According to the central bank, while the recent inflation data were in line with the bank’s expectations, inflation is likely to remain low in the near term due to weak wage growth and strong price competition in the retail industry.
However, the apex bank believes record-low interest rate will support the Australian economy and reduce unemployment rate even more while giving inflation the needed support towards its 2 percent target.
Despite steady job creation, strong commodity prices and growing Chinese economy amid improved global economic outlook, the central bank is finding it hard to substantially boost prices and curb retail price competition due to low demand and weak wage growth.
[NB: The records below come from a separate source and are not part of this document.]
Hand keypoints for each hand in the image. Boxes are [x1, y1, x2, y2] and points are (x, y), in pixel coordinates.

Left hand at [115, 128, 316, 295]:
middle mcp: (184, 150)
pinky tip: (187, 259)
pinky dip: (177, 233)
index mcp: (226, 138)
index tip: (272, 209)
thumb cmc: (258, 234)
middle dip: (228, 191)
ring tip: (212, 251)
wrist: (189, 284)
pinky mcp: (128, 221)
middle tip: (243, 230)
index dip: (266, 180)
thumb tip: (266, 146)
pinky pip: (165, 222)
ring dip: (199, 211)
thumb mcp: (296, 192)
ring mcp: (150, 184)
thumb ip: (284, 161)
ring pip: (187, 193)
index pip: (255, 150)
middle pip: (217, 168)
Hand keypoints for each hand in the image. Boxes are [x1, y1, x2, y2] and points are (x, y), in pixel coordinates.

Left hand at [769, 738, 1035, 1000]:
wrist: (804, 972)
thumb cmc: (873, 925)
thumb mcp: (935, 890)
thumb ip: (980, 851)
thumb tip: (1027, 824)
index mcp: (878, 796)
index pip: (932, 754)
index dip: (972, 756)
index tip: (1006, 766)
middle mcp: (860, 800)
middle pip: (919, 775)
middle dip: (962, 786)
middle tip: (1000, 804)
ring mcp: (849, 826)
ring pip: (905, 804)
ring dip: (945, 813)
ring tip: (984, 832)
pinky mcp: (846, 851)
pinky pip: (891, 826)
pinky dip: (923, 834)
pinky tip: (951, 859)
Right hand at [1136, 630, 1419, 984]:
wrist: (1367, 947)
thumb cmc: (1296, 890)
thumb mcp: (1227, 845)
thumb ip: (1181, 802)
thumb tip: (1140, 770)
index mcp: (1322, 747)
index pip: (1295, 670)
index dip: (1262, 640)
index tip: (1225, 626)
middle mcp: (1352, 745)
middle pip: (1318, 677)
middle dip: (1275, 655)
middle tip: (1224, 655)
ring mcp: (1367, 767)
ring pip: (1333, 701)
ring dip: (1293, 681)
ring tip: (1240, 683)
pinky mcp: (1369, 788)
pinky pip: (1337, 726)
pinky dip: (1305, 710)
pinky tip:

But with the Chinese economy, Australia’s largest trading partner, projected to slow towards the end of the year as credit control measures filtered through key sectors, the Australian economy may struggle even more, especially if the Fed raised rates as projected.
Still, the apex bank said low wage growth is likely to continue for awhile but hopeful that tight labour market will eventually force employers to start raising wages.
The Australian dollar gained slightly against the US dollar on Tuesday, that is partly because of the closed Chinese market. However, the price remained below the ascending channel as shown below and expected to dip even further towards the 0.7332 support level projected last week.
According to RBA, “An appreciating exchange rate would be expected to result in a slower pick-up in economic activity and inflation than currently forecast.”